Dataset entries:
◆ ◆ ◆ ◆ ◆ ◆ ◆

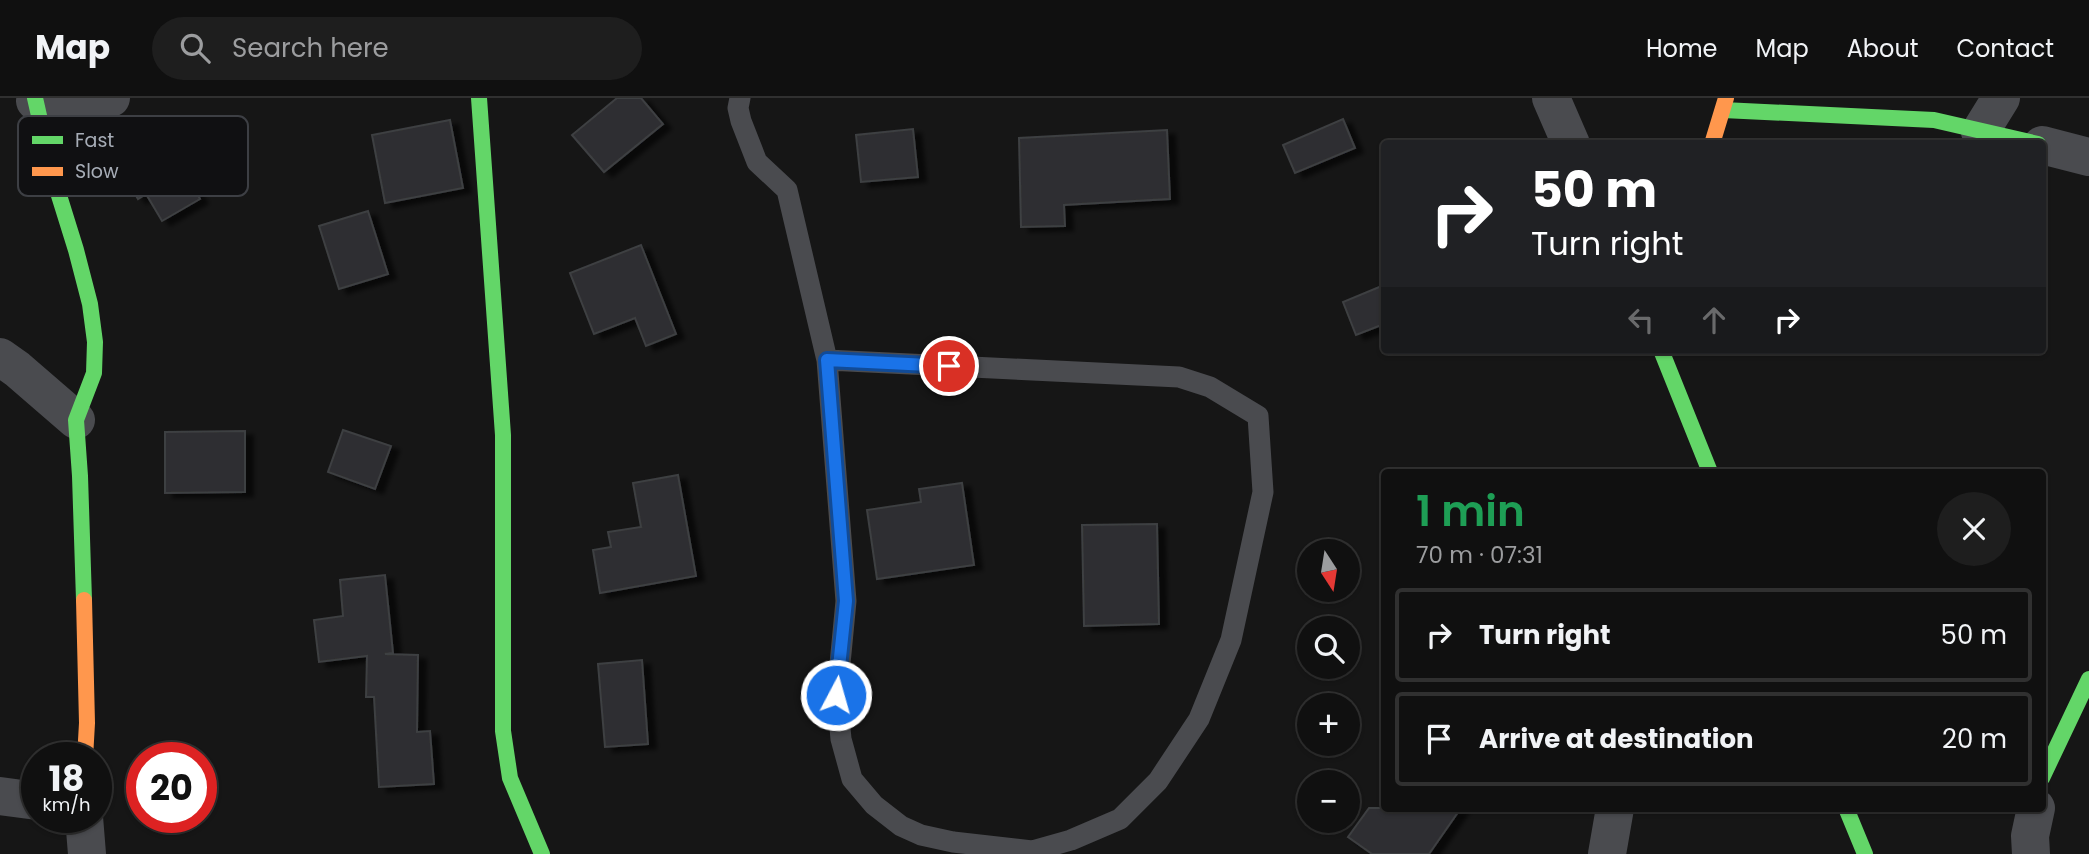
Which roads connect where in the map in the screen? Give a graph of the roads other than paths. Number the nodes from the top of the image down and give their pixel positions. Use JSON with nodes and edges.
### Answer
{"nodes":[{"id":1,"x":111,"y":98,"type":"edge"},
{"id":2,"x":479,"y":98,"type":"edge"},
{"id":3,"x":740,"y":98,"type":"edge"},
{"id":4,"x":1551,"y":98,"type":"edge"},
{"id":5,"x":2001,"y":98,"type":"edge"},
{"id":6,"x":35,"y":99,"type":"edge"},
{"id":7,"x":1724,"y":104,"type":"edge"},
{"id":8,"x":1980,"y":132,"type":"junction"},
{"id":9,"x":1570,"y":140,"type":"edge"},
{"id":10,"x":1713,"y":140,"type":"edge"},
{"id":11,"x":2025,"y":140,"type":"edge"},
{"id":12,"x":2046,"y":146,"type":"edge"},
{"id":13,"x":2089,"y":157,"type":"edge"},
{"id":14,"x":59,"y":196,"type":"edge"},
{"id":15,"x":1663,"y":354,"type":"edge"},
{"id":16,"x":0,"y":357,"type":"edge"},
{"id":17,"x":827,"y":360,"type":"junction"},
{"id":18,"x":76,"y":420,"type":"junction"},
{"id":19,"x":1709,"y":469,"type":"edge"},
{"id":20,"x":2089,"y":679,"type":"edge"},
{"id":21,"x":86,"y":742,"type":"edge"},
{"id":22,"x":2046,"y":770,"type":"edge"},
{"id":23,"x":0,"y":796,"type":"edge"},
{"id":24,"x":21,"y":799,"type":"edge"},
{"id":25,"x":1614,"y":812,"type":"edge"},
{"id":26,"x":1848,"y":812,"type":"edge"},
{"id":27,"x":2035,"y":812,"type":"edge"},
{"id":28,"x":85,"y":833,"type":"edge"},
{"id":29,"x":87,"y":854,"type":"edge"},
{"id":30,"x":542,"y":854,"type":"edge"},
{"id":31,"x":1607,"y":854,"type":"edge"},
{"id":32,"x":1865,"y":854,"type":"edge"},
{"id":33,"x":2031,"y":854,"type":"edge"}],
"edges":[{"from":1,"to":6,"type":"street"},
{"from":2,"to":30,"type":"street"},
{"from":3,"to":17,"type":"lane"},
{"from":4,"to":9,"type":"street"},
{"from":5,"to":8,"type":"street"},
{"from":7,"to":8,"type":"street"},
{"from":7,"to":10,"type":"street"},
{"from":8,"to":11,"type":"street"},
{"from":12,"to":13,"type":"street"},
{"from":14,"to":18,"type":"street"},
{"from":15,"to":19,"type":"street"},
{"from":16,"to":18,"type":"street"},
{"from":17,"to":17,"type":"lane"},
{"from":18,"to":21,"type":"street"},
{"from":20,"to":22,"type":"street"},
{"from":23,"to":24,"type":"street"},
{"from":25,"to":31,"type":"street"},
{"from":26,"to":32,"type":"street"},
{"from":27,"to":33,"type":"street"},
{"from":28,"to":29,"type":"street"}]}
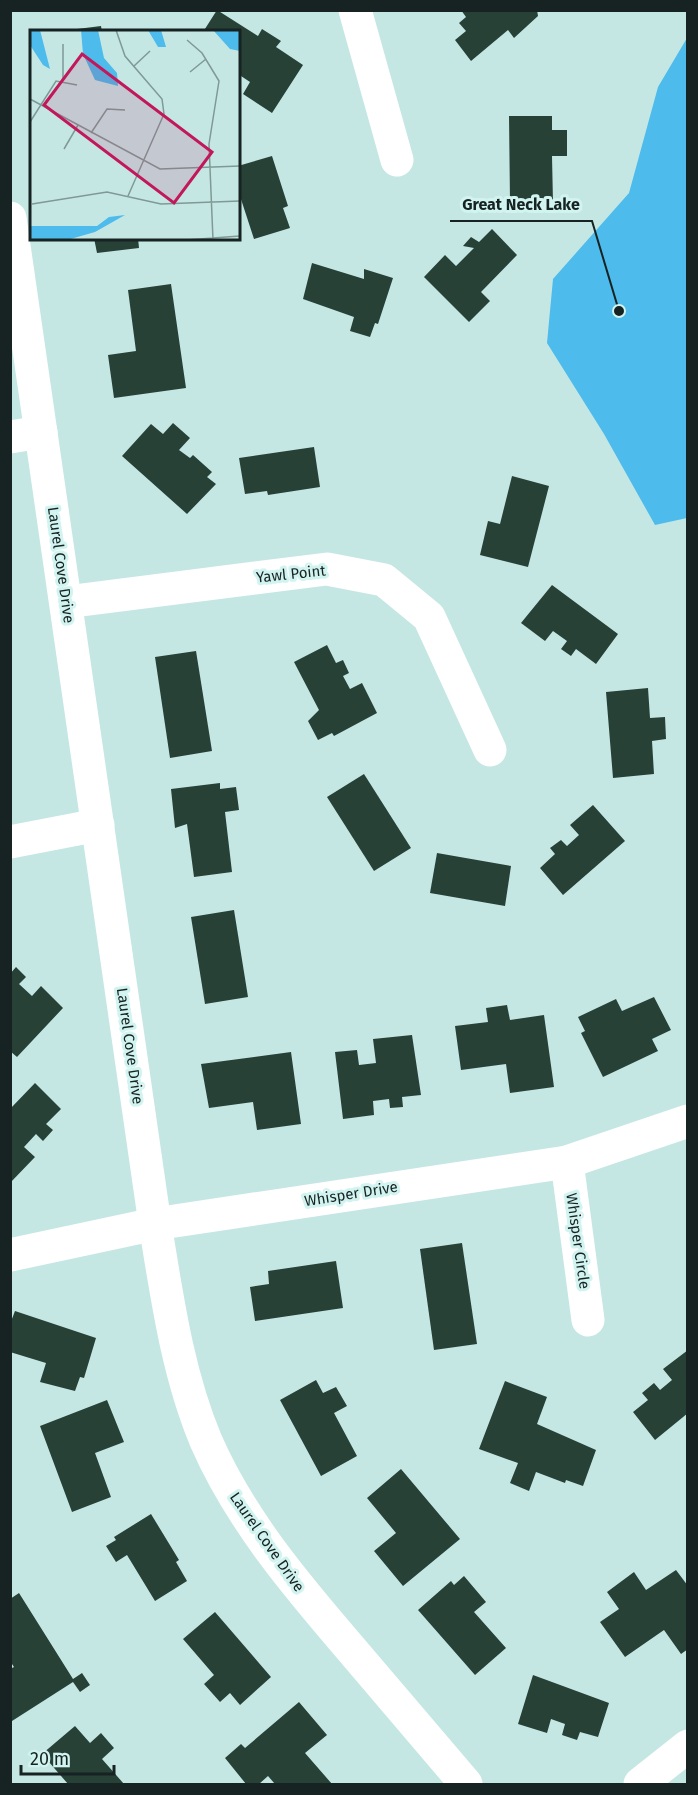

◆ ◆ ◆ ◆ ◆ ◆ ◆

Problem requirements: For this exercise, transcribe the entries verbatim and skip all pictures.

Completed exercise:
Which roads connect where in the map in the screen? Give a graph of the roads other than paths. Number the nodes from the top of the image down and give their pixel positions. Use JSON with nodes and edges.
### Answer
{"nodes":[{"id":1,"x":111,"y":98,"type":"edge"},
{"id":2,"x":479,"y":98,"type":"edge"},
{"id":3,"x":740,"y":98,"type":"edge"},
{"id":4,"x":1551,"y":98,"type":"edge"},
{"id":5,"x":2001,"y":98,"type":"edge"},
{"id":6,"x":35,"y":99,"type":"edge"},
{"id":7,"x":1724,"y":104,"type":"edge"},
{"id":8,"x":1980,"y":132,"type":"junction"},
{"id":9,"x":1570,"y":140,"type":"edge"},
{"id":10,"x":1713,"y":140,"type":"edge"},
{"id":11,"x":2025,"y":140,"type":"edge"},
{"id":12,"x":2046,"y":146,"type":"edge"},
{"id":13,"x":2089,"y":157,"type":"edge"},
{"id":14,"x":59,"y":196,"type":"edge"},
{"id":15,"x":1663,"y":354,"type":"edge"},
{"id":16,"x":0,"y":357,"type":"edge"},
{"id":17,"x":827,"y":360,"type":"junction"},
{"id":18,"x":76,"y":420,"type":"junction"},
{"id":19,"x":1709,"y":469,"type":"edge"},
{"id":20,"x":2089,"y":679,"type":"edge"},
{"id":21,"x":86,"y":742,"type":"edge"},
{"id":22,"x":2046,"y":770,"type":"edge"},
{"id":23,"x":0,"y":796,"type":"edge"},
{"id":24,"x":21,"y":799,"type":"edge"},
{"id":25,"x":1614,"y":812,"type":"edge"},
{"id":26,"x":1848,"y":812,"type":"edge"},
{"id":27,"x":2035,"y":812,"type":"edge"},
{"id":28,"x":85,"y":833,"type":"edge"},
{"id":29,"x":87,"y":854,"type":"edge"},
{"id":30,"x":542,"y":854,"type":"edge"},
{"id":31,"x":1607,"y":854,"type":"edge"},
{"id":32,"x":1865,"y":854,"type":"edge"},
{"id":33,"x":2031,"y":854,"type":"edge"}],
"edges":[{"from":1,"to":6,"type":"street"},
{"from":2,"to":30,"type":"street"},
{"from":3,"to":17,"type":"lane"},
{"from":4,"to":9,"type":"street"},
{"from":5,"to":8,"type":"street"},
{"from":7,"to":8,"type":"street"},
{"from":7,"to":10,"type":"street"},
{"from":8,"to":11,"type":"street"},
{"from":12,"to":13,"type":"street"},
{"from":14,"to":18,"type":"street"},
{"from":15,"to":19,"type":"street"},
{"from":16,"to":18,"type":"street"},
{"from":17,"to":17,"type":"lane"},
{"from":18,"to":21,"type":"street"},
{"from":20,"to":22,"type":"street"},
{"from":23,"to":24,"type":"street"},
{"from":25,"to":31,"type":"street"},
{"from":26,"to":32,"type":"street"},
{"from":27,"to":33,"type":"street"},
{"from":28,"to":29,"type":"street"}]}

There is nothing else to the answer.